- **Your goal**
Would you count how many lines of the material below hold the string "Fernando"? Give only the number.

### Record extracts

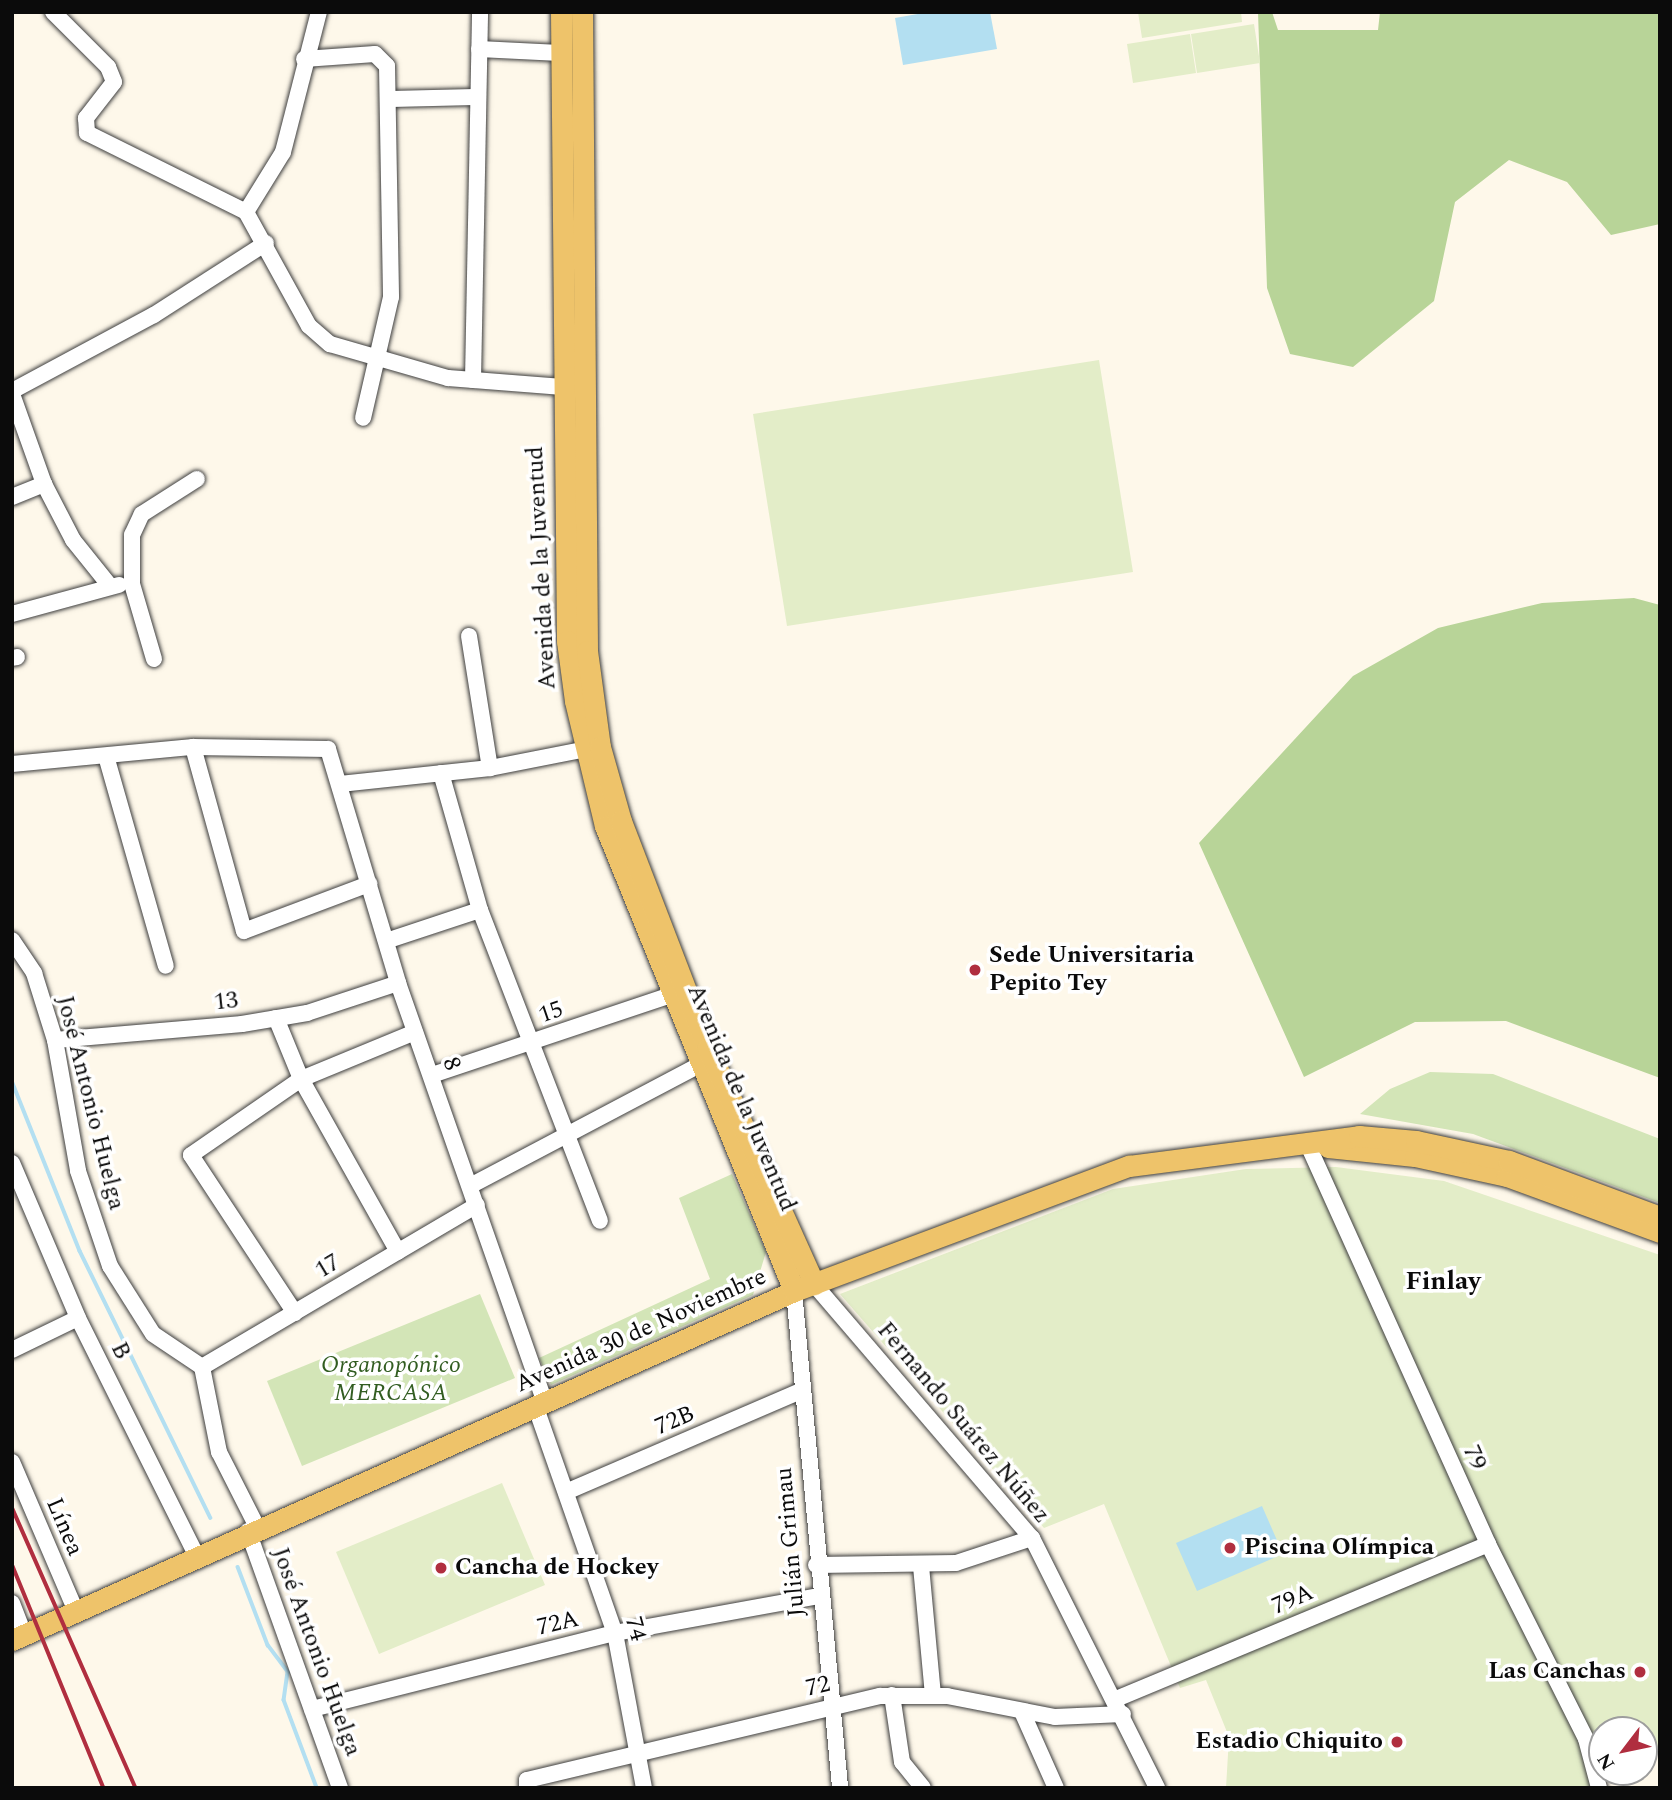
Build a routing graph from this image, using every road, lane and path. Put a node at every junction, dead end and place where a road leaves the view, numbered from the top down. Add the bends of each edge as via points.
1 (53, 12) edge
2 (319, 12) edge
3 (480, 12) edge
4 (561, 12) edge
5 (582, 12) edge
6 (479, 49) junction
7 (560, 53) junction
8 (304, 59) junction
9 (572, 88) junction
10 (477, 97) junction
11 (389, 99) junction
12 (246, 212) junction
13 (266, 243) junction
14 (381, 359) junction
15 (473, 380) junction
16 (572, 388) junction
17 (12, 393) edge
18 (363, 418) dead end
19 (197, 479) dead end
20 (44, 484) junction
21 (12, 497) edge
22 (132, 584) junction
23 (110, 586) junction
24 (12, 614) edge
25 (469, 636) dead end
26 (154, 659) dead end
27 (193, 747) junction
28 (592, 748) junction
29 (106, 756) junction
30 (12, 764) edge
31 (490, 768) junction
32 (441, 773) junction
33 (340, 784) junction
34 (369, 884) junction
35 (480, 910) junction
36 (12, 940) edge
37 (386, 941) junction
38 (166, 966) dead end
39 (398, 983) junction
40 (677, 993) junction
41 (276, 1018) junction
42 (415, 1031) junction
43 (55, 1040) junction
44 (530, 1045) junction
45 (698, 1066) junction
46 (432, 1075) junction
47 (301, 1079) junction
48 (565, 1131) junction
49 (1311, 1145) junction
50 (12, 1163) edge
51 (470, 1186) junction
52 (477, 1205) junction
53 (1660, 1217) edge
54 (600, 1221) dead end
55 (1660, 1233) edge
56 (398, 1252) junction
57 (779, 1254) junction
58 (804, 1260) junction
59 (841, 1274) junction
60 (804, 1287) junction
61 (766, 1304) junction
62 (295, 1313) junction
63 (78, 1318) junction
64 (12, 1350) edge
65 (202, 1367) junction
66 (801, 1391) junction
67 (541, 1406) junction
68 (12, 1462) edge
69 (566, 1492) junction
70 (253, 1529) junction
71 (1032, 1538) junction
72 (1488, 1544) junction
73 (196, 1555) junction
74 (816, 1565) junction
75 (921, 1566) junction
76 (819, 1597) junction
77 (12, 1603) edge
78 (75, 1609) junction
79 (615, 1633) junction
80 (18, 1636) edge
81 (892, 1695) junction
82 (933, 1695) junction
83 (829, 1707) junction
84 (1119, 1707) junction
85 (312, 1709) junction
86 (1023, 1714) junction
87 (638, 1753) junction
88 (527, 1784) edge
89 (340, 1788) edge
90 (644, 1788) edge
91 (841, 1788) edge
92 (923, 1788) edge
93 (1056, 1788) edge
94 (1157, 1788) edge
95 (1599, 1788) edge

1 - 12 street via 108,66 114,82 86,118 87,134
2 - 8 street
3 - 6 street
4 - 7 main road, Avenida de la Juventud
5 - 9 main road, Avenida de la Juventud
6 - 7 street
6 - 10 street
7 - 9 main road, Avenida de la Juventud
8 - 11 street via 383,57
8 - 12 street via 283,152
9 - 16 main road, Avenida de la Juventud
10 - 11 street
10 - 15 street
11 - 14 street via 391,297
12 - 13 street
13 - 14 street via 309,326 330,344
13 - 17 street via 154,315
14 - 15 street
14 - 18 street
15 - 16 street
16 - 28 main road, Avenida de la Juventud via 567,641
17 - 20 street
19 - 22 street via 142,514 132,535
20 - 21 street
20 - 23 street via 73,540
22 - 23 street
22 - 26 street
23 - 24 street
25 - 31 street
27 - 29 street
27 - 33 street, 8 via 317,745 335,759
27 - 34 street via 244,931
28 - 31 street
28 - 40 main road, Avenida de la Juventud via 613,824
29 - 30 street
29 - 38 street
31 - 32 street
32 - 33 street
32 - 35 street
33 - 34 street, 8
34 - 37 street, 8
35 - 37 street
35 - 44 street
36 - 43 street, José Antonio Huelga via 34,973
37 - 39 street, 8
39 - 41 street, 13
39 - 42 street, 8
40 - 44 street, 15
40 - 45 main road, Avenida de la Juventud
40 - 58 main road, Avenida de la Juventud
41 - 43 street, 13
41 - 47 street
42 - 46 street, 8
42 - 47 street
43 - 65 street, José Antonio Huelga via 78,1171 110,1266 153,1334
44 - 46 street, 15
44 - 48 street
45 - 48 street
45 - 57 main road, Avenida de la Juventud
46 - 51 street, 8
47 - 56 street
47 - 62 street via 191,1155
48 - 51 street
48 - 54 street
49 - 53 main road, Avenida 30 de Noviembre via 1359,1136 1416,1141 1509,1161
49 - 55 main road, Avenida 30 de Noviembre via 1415,1156 1507,1176
49 - 59 main road, Avenida 30 de Noviembre via 1129,1166
49 - 72 street, 79
50 - 63 street, B
51 - 52 street, 8
52 - 56 street, 17
52 - 67 street, 8
56 - 62 street, 17
57 - 60 main road, Avenida de la Juventud
57 - 61 main road
58 - 59 main road
58 - 60 main road, Avenida de la Juventud
59 - 60 main road, Avenida 30 de Noviembre
60 - 61 main road, Avenida 30 de Noviembre
60 - 66 street, Julián Grimau
60 - 71 street, Fernando Suárez Núñez
61 - 67 main road, Avenida 30 de Noviembre
62 - 65 street, 17
63 - 64 street
63 - 73 street, B
65 - 70 street, José Antonio Huelga via 219,1452
66 - 69 street, 72B
66 - 74 street, Julián Grimau
67 - 69 street, 74
67 - 70 main road, Avenida 30 de Noviembre
68 - 78 street, Línea
69 - 79 street, 74
70 - 73 main road, Avenida 30 de Noviembre
70 - 85 street, José Antonio Huelga
71 - 75 street via 956,1563
71 - 84 street, Fernando Suárez Núñez
72 - 84 street, 79A
72 - 95 street, 79 via 1586,1739
73 - 78 main road, Avenida 30 de Noviembre
74 - 75 street
74 - 76 street, Julián Grimau
75 - 82 street
76 - 79 street, 72A
76 - 83 street, Julián Grimau
77 - 80 street
78 - 80 main road, Avenida 30 de Noviembre
79 - 85 street, 72A
79 - 87 street, 74
81 - 82 street, 72
81 - 83 street, 72
81 - 92 street via 902,1762
82 - 86 street, 72
83 - 87 street, 72
83 - 91 street, Julián Grimau
84 - 86 street, 72
84 - 94 street, Fernando Suárez Núñez
85 - 89 street, José Antonio Huelga
86 - 93 street
87 - 88 street, 72
87 - 90 street, 74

######

- **Answer box**
3